Stonewall live on a planet where even children below the age of puberty can be homosexual. They say: "Bullying of this type isn't limited to older students. More than two in five primary school teachers say that young people, regardless of their sexual orientation, currently experience homophobic bullying in their schools and three quarters hear children use expressions such as 'that's so gay' or 'you're so gay'."

Stonewall are very keen to get primary-school children thinking about homosexuality. Anywhere else, such a 'catch them young' approach would be condemned as grooming. But those who believe that small children can be 'gay' seem to be keen on sexualising them.
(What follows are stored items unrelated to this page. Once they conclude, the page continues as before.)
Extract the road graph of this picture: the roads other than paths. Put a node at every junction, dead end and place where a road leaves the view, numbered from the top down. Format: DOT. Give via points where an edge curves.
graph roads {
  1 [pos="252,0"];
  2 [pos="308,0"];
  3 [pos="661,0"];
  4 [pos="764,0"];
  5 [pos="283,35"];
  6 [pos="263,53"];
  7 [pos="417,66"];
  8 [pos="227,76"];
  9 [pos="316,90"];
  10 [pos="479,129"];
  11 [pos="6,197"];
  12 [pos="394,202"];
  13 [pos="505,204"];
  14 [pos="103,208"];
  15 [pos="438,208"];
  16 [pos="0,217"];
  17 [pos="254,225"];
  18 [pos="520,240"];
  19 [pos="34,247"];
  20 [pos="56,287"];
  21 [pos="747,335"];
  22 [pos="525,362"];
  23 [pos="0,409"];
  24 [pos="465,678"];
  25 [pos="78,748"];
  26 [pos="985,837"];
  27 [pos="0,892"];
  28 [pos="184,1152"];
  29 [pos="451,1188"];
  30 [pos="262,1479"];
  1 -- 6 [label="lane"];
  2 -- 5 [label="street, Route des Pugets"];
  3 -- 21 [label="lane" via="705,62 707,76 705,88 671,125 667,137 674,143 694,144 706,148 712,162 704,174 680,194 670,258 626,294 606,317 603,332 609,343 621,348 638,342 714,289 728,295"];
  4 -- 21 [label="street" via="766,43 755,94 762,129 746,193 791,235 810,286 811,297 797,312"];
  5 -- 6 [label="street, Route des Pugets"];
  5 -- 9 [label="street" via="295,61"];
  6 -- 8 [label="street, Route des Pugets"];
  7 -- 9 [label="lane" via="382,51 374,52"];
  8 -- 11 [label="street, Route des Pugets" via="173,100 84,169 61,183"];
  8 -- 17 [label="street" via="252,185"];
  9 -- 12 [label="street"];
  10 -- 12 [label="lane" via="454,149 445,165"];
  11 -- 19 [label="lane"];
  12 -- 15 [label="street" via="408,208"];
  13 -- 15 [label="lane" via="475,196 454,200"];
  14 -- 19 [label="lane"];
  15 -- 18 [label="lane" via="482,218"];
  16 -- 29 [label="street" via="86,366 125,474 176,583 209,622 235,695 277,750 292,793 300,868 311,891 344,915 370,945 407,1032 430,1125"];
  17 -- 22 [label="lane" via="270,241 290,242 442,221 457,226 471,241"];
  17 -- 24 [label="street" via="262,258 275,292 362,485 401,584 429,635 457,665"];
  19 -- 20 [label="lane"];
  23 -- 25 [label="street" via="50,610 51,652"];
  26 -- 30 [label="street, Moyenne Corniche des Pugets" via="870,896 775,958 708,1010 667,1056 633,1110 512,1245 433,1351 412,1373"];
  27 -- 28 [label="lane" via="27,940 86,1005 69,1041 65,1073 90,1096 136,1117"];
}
Stonewall are worried that 'less than a quarter of young people have been told that homophobic bullying is wrong in their school and nine in ten teachers and non-teaching staff at secondary and primary schools have never received any specific training on how to prevent and respond to homophobic bullying.' Their potential for expansion, now bolstered by the Equality Act 2010, is therefore huge. Parents of children at all ages need to be very much on their guard.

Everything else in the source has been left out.